**Excerpts from a dataset:**
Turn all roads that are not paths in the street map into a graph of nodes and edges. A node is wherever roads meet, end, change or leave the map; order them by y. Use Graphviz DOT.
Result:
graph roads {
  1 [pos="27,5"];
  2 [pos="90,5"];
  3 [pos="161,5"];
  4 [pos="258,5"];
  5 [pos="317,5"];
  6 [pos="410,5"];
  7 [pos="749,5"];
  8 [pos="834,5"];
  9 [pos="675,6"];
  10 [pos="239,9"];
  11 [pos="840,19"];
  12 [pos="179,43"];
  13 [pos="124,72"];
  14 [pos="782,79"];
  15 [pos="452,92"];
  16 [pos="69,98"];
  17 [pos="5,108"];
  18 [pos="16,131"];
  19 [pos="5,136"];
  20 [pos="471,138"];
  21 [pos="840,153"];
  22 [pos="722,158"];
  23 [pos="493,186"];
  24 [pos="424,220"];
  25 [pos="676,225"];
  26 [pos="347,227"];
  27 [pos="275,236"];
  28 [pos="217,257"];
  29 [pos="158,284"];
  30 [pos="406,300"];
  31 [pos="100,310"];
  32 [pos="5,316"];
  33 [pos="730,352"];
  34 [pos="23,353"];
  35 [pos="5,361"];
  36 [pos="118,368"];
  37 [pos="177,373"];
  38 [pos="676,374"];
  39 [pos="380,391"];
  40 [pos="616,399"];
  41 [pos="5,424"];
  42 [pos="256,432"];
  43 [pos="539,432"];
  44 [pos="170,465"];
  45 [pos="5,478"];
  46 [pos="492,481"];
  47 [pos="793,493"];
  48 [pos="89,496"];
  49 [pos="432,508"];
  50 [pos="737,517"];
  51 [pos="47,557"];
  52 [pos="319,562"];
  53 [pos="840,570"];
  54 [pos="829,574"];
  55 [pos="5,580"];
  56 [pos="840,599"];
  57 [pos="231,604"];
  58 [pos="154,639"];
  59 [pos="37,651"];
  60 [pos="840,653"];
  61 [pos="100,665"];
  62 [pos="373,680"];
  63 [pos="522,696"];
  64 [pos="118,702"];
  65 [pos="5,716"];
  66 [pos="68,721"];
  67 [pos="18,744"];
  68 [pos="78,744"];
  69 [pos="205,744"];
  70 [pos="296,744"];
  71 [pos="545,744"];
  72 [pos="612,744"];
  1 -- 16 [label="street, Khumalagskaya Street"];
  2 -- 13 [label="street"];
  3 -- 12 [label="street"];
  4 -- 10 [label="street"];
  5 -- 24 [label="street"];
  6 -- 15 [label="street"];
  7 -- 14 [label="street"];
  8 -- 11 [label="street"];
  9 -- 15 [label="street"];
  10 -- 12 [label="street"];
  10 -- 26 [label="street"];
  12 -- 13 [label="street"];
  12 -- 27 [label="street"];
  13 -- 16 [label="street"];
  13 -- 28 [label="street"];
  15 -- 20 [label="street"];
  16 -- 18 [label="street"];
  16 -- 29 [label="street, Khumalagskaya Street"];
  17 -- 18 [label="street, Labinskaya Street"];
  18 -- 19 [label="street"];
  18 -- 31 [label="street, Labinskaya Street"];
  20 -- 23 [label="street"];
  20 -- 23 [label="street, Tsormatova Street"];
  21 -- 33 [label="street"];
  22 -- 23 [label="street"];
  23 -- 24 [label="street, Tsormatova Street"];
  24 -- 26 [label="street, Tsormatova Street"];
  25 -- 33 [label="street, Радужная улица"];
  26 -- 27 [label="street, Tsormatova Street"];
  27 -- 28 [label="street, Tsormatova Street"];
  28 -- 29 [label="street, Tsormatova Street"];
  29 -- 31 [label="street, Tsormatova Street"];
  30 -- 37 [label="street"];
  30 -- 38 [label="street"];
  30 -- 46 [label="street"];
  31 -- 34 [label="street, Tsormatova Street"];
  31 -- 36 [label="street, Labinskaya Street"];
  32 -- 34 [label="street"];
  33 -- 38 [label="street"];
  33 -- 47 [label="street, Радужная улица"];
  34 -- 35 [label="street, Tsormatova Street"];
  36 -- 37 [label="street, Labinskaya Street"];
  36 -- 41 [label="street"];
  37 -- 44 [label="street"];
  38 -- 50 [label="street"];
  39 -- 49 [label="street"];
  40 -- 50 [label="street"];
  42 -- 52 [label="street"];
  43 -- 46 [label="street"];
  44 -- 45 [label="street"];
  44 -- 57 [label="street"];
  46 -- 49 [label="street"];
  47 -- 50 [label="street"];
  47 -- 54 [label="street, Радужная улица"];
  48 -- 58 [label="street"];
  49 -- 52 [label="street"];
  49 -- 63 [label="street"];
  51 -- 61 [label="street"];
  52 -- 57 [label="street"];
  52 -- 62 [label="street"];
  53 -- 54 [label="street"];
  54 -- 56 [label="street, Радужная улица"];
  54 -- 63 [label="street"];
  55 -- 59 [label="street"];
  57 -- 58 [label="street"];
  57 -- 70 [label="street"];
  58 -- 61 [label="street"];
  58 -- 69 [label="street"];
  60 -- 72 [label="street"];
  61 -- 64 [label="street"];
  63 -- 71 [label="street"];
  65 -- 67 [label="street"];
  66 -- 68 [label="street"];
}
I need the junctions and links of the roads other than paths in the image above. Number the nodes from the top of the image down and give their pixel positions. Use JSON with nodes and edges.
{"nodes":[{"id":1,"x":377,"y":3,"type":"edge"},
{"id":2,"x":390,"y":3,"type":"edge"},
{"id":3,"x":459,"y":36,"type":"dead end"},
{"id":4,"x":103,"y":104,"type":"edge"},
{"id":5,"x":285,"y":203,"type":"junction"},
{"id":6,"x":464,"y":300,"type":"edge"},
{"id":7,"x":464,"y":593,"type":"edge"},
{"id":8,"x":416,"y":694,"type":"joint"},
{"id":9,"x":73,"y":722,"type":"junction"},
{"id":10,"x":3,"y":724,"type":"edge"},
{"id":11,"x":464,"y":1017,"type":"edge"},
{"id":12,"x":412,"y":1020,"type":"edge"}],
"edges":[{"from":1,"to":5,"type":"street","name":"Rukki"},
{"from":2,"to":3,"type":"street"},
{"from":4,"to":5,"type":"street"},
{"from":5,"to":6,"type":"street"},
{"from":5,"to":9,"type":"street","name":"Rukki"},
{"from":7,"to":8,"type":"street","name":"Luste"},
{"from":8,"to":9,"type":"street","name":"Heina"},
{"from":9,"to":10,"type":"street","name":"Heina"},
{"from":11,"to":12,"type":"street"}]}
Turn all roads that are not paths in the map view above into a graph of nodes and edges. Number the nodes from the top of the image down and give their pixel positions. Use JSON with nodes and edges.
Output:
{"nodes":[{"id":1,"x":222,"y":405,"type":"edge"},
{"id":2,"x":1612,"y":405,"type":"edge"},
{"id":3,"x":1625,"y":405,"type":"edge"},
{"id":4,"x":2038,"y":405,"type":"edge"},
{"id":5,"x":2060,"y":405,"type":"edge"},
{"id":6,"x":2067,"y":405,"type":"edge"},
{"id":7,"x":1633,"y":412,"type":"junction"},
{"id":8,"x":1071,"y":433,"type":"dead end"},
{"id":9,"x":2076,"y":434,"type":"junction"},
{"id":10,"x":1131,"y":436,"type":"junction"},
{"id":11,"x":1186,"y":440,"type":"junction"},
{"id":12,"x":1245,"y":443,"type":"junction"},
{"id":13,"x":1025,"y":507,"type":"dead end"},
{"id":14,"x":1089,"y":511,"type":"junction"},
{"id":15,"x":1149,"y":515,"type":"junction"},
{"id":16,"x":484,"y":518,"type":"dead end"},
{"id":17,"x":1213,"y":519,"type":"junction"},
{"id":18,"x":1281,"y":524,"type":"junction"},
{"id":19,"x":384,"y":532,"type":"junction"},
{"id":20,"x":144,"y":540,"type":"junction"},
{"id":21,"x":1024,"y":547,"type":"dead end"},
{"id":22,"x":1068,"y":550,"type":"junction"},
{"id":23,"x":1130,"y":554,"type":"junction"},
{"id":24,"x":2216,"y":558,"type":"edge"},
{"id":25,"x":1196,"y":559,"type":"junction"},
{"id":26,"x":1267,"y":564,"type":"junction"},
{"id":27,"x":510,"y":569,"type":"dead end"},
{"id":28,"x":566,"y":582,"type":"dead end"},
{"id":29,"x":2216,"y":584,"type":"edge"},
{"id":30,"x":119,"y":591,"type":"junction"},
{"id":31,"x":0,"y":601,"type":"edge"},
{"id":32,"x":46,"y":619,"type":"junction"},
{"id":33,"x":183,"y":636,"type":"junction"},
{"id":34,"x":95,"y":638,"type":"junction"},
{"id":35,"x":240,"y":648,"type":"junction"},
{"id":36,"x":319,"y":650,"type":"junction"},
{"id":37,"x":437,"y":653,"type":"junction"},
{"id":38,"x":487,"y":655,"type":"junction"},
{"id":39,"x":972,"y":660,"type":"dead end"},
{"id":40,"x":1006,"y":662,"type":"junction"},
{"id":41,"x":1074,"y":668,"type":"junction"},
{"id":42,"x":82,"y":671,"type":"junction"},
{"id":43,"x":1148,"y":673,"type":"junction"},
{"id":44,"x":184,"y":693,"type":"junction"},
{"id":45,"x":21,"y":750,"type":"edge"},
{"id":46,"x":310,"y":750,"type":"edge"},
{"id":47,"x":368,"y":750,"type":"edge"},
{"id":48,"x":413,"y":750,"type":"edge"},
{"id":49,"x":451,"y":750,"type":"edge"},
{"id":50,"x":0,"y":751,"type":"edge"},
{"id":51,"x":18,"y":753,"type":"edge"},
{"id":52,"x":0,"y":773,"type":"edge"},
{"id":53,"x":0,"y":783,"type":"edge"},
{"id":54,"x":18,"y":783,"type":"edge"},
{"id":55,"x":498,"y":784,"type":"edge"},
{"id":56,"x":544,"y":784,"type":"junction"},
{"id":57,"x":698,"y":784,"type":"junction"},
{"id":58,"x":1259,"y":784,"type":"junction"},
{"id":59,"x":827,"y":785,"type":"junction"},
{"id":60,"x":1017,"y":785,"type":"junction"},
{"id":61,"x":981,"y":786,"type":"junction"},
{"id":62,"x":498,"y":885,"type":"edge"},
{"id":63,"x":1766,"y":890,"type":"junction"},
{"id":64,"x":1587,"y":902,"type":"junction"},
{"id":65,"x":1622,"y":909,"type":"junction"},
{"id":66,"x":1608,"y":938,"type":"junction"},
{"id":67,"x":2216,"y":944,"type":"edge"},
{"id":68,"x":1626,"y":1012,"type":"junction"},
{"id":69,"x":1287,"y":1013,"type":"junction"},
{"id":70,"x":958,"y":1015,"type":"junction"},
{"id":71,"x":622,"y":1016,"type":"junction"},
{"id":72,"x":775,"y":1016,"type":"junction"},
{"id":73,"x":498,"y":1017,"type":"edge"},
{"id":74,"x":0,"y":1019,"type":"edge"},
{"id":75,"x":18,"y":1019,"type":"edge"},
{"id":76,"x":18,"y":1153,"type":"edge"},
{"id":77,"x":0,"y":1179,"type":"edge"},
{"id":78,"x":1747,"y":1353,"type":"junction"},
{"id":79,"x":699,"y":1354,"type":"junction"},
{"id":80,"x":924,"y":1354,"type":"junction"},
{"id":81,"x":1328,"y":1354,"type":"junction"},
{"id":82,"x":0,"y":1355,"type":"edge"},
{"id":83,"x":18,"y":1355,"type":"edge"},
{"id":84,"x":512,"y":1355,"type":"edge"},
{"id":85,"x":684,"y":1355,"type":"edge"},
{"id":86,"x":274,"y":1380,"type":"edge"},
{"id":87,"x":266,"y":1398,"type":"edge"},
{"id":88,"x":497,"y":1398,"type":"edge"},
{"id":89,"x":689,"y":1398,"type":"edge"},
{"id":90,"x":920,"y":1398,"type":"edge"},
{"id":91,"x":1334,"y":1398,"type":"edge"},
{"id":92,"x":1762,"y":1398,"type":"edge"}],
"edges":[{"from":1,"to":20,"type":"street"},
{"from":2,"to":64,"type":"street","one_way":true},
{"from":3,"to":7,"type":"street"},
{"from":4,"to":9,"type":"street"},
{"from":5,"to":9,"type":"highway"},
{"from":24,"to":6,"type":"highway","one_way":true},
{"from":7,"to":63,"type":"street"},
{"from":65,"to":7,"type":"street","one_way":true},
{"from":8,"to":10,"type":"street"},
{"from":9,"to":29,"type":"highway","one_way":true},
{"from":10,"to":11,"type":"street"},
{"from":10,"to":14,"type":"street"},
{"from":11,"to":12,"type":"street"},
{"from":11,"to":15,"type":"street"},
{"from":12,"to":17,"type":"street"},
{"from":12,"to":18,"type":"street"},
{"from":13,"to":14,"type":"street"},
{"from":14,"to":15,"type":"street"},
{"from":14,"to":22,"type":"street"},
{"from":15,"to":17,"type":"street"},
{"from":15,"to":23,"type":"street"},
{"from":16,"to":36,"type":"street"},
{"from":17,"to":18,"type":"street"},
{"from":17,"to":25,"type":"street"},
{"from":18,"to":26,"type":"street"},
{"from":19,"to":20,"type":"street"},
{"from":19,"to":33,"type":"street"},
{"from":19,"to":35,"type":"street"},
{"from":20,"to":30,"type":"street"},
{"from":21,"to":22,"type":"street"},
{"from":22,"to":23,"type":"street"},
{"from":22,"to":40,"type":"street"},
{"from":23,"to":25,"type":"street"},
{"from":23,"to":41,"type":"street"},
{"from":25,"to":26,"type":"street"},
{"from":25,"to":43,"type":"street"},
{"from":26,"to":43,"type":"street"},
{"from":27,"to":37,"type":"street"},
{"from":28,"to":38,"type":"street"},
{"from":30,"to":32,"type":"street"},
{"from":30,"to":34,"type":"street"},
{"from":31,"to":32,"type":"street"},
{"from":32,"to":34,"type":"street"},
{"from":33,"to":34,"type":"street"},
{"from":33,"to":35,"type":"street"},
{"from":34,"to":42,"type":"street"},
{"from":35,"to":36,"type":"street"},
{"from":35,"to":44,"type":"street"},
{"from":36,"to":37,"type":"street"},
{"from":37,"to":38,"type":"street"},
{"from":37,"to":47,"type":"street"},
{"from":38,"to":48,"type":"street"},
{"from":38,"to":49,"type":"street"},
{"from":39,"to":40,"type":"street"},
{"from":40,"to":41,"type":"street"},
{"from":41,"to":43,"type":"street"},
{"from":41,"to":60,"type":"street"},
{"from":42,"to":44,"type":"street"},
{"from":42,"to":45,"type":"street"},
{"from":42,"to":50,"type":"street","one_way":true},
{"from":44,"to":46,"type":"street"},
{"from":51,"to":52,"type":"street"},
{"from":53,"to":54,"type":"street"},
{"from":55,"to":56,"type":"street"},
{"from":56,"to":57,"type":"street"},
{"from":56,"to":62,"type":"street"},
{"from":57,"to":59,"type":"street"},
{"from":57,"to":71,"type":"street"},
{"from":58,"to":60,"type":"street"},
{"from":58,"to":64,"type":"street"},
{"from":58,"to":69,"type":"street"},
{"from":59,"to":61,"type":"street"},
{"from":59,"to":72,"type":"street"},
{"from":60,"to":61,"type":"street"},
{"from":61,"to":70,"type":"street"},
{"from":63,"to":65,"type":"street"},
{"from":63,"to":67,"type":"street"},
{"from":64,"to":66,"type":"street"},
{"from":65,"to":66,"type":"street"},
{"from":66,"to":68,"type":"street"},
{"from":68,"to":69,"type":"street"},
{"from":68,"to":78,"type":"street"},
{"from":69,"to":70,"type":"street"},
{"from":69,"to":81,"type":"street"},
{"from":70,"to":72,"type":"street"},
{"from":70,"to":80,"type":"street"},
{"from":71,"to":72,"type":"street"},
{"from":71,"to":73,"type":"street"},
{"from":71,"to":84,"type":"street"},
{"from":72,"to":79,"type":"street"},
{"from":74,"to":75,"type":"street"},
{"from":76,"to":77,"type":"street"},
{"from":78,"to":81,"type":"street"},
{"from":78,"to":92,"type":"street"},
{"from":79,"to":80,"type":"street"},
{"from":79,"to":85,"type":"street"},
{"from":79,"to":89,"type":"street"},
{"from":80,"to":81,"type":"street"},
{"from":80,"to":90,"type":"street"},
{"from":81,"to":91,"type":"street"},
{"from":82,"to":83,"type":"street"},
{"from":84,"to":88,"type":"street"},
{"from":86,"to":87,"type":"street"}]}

**What is required:**
Gather each line in the data that holds the string "Радужная".

**Reply:**
  25 -- 33 [label="street, Радужная улица"];
  33 -- 47 [label="street, Радужная улица"];
  47 -- 54 [label="street, Радужная улица"];
  54 -- 56 [label="street, Радужная улица"];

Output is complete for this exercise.